EXERCISE:
Pick out the lines in the listing below that contain the word "Wedmore" and copy them.

DATA TO EXAMINE:
===============
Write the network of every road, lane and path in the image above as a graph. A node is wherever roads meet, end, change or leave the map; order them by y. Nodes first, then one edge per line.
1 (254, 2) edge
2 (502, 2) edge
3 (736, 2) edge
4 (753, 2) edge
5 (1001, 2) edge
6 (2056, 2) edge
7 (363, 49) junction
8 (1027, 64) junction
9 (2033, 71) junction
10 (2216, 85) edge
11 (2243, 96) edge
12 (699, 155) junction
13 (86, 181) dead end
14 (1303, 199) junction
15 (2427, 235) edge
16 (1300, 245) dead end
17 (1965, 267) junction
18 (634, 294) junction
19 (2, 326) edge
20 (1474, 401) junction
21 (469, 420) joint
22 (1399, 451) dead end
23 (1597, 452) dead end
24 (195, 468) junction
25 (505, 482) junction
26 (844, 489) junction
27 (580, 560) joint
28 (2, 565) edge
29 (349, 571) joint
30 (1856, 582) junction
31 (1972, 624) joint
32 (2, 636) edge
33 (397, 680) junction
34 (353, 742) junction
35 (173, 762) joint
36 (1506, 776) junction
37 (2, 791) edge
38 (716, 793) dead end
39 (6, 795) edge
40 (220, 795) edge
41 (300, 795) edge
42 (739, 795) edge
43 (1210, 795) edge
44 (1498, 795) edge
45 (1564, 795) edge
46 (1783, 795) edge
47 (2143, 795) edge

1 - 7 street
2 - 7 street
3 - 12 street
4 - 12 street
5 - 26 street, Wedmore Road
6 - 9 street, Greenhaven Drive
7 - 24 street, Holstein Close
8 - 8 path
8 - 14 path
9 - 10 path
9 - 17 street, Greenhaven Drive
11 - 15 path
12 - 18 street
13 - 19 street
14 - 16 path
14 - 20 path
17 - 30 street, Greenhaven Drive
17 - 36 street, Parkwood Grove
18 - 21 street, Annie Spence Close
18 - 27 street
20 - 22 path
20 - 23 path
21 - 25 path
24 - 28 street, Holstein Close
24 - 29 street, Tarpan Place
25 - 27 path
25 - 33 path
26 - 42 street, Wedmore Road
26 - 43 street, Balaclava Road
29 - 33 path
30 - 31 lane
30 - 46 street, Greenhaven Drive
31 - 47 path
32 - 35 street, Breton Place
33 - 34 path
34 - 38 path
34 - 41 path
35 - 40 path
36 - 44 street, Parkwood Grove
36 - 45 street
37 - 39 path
===============
EXERCISE SOLUTION:
5 - 26 street, Wedmore Road
26 - 42 street, Wedmore Road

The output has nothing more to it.